SUPPLIED INFORMATION ▸
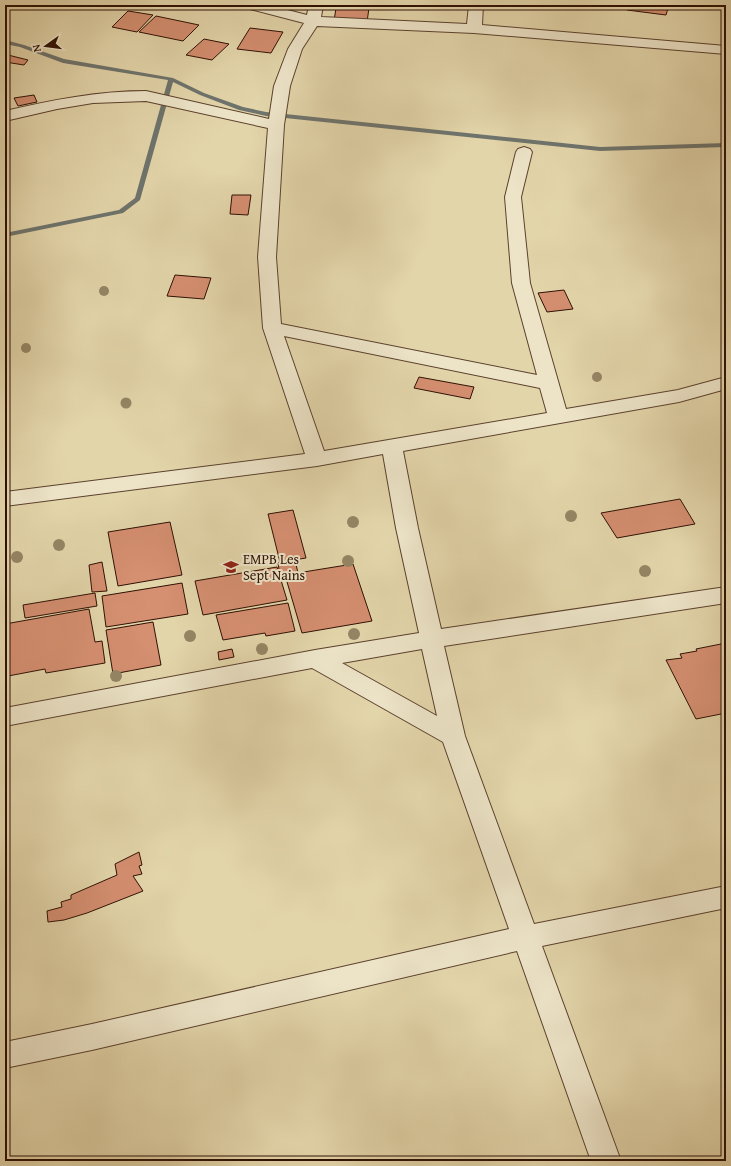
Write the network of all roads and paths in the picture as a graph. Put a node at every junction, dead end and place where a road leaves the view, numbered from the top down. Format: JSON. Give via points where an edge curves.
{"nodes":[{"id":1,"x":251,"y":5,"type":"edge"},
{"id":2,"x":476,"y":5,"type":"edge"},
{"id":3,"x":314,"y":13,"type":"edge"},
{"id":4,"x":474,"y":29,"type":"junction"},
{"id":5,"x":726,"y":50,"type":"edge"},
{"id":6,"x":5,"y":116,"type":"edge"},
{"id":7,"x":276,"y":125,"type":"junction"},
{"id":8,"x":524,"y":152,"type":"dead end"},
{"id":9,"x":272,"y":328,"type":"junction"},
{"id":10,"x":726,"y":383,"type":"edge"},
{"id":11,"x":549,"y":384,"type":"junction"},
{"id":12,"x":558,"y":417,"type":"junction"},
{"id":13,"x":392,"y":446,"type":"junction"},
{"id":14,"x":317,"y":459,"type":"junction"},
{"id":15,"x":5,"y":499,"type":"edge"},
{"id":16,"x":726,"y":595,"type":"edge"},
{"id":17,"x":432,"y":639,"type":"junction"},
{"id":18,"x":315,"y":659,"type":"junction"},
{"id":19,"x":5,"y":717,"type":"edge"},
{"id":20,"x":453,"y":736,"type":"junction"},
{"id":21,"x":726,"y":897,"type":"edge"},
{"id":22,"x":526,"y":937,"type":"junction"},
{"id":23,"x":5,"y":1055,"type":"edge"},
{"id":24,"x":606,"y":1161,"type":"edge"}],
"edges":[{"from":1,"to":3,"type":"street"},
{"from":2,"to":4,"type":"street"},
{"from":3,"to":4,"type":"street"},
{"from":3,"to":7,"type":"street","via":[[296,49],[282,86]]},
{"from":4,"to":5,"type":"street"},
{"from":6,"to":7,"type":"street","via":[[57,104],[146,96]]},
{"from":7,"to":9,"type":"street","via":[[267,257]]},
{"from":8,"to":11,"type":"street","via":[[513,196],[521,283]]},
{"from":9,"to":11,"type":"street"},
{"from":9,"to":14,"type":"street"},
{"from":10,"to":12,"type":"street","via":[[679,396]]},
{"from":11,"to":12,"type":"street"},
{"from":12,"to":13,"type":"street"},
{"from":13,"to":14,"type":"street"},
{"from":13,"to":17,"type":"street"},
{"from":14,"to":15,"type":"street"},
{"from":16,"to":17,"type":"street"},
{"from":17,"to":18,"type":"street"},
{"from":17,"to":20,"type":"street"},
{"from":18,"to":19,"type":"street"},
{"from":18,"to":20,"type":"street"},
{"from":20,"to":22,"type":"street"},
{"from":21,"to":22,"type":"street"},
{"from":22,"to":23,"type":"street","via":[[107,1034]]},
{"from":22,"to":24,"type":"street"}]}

AIM OF THE TASK ▸ Output the data verbatim, images excluded.

EXPECTED ANSWER ▸
Write the network of all roads and paths in the picture as a graph. Put a node at every junction, dead end and place where a road leaves the view, numbered from the top down. Format: JSON. Give via points where an edge curves.
{"nodes":[{"id":1,"x":251,"y":5,"type":"edge"},
{"id":2,"x":476,"y":5,"type":"edge"},
{"id":3,"x":314,"y":13,"type":"edge"},
{"id":4,"x":474,"y":29,"type":"junction"},
{"id":5,"x":726,"y":50,"type":"edge"},
{"id":6,"x":5,"y":116,"type":"edge"},
{"id":7,"x":276,"y":125,"type":"junction"},
{"id":8,"x":524,"y":152,"type":"dead end"},
{"id":9,"x":272,"y":328,"type":"junction"},
{"id":10,"x":726,"y":383,"type":"edge"},
{"id":11,"x":549,"y":384,"type":"junction"},
{"id":12,"x":558,"y":417,"type":"junction"},
{"id":13,"x":392,"y":446,"type":"junction"},
{"id":14,"x":317,"y":459,"type":"junction"},
{"id":15,"x":5,"y":499,"type":"edge"},
{"id":16,"x":726,"y":595,"type":"edge"},
{"id":17,"x":432,"y":639,"type":"junction"},
{"id":18,"x":315,"y":659,"type":"junction"},
{"id":19,"x":5,"y":717,"type":"edge"},
{"id":20,"x":453,"y":736,"type":"junction"},
{"id":21,"x":726,"y":897,"type":"edge"},
{"id":22,"x":526,"y":937,"type":"junction"},
{"id":23,"x":5,"y":1055,"type":"edge"},
{"id":24,"x":606,"y":1161,"type":"edge"}],
"edges":[{"from":1,"to":3,"type":"street"},
{"from":2,"to":4,"type":"street"},
{"from":3,"to":4,"type":"street"},
{"from":3,"to":7,"type":"street","via":[[296,49],[282,86]]},
{"from":4,"to":5,"type":"street"},
{"from":6,"to":7,"type":"street","via":[[57,104],[146,96]]},
{"from":7,"to":9,"type":"street","via":[[267,257]]},
{"from":8,"to":11,"type":"street","via":[[513,196],[521,283]]},
{"from":9,"to":11,"type":"street"},
{"from":9,"to":14,"type":"street"},
{"from":10,"to":12,"type":"street","via":[[679,396]]},
{"from":11,"to":12,"type":"street"},
{"from":12,"to":13,"type":"street"},
{"from":13,"to":14,"type":"street"},
{"from":13,"to":17,"type":"street"},
{"from":14,"to":15,"type":"street"},
{"from":16,"to":17,"type":"street"},
{"from":17,"to":18,"type":"street"},
{"from":17,"to":20,"type":"street"},
{"from":18,"to":19,"type":"street"},
{"from":18,"to":20,"type":"street"},
{"from":20,"to":22,"type":"street"},
{"from":21,"to":22,"type":"street"},
{"from":22,"to":23,"type":"street","via":[[107,1034]]},
{"from":22,"to":24,"type":"street"}]}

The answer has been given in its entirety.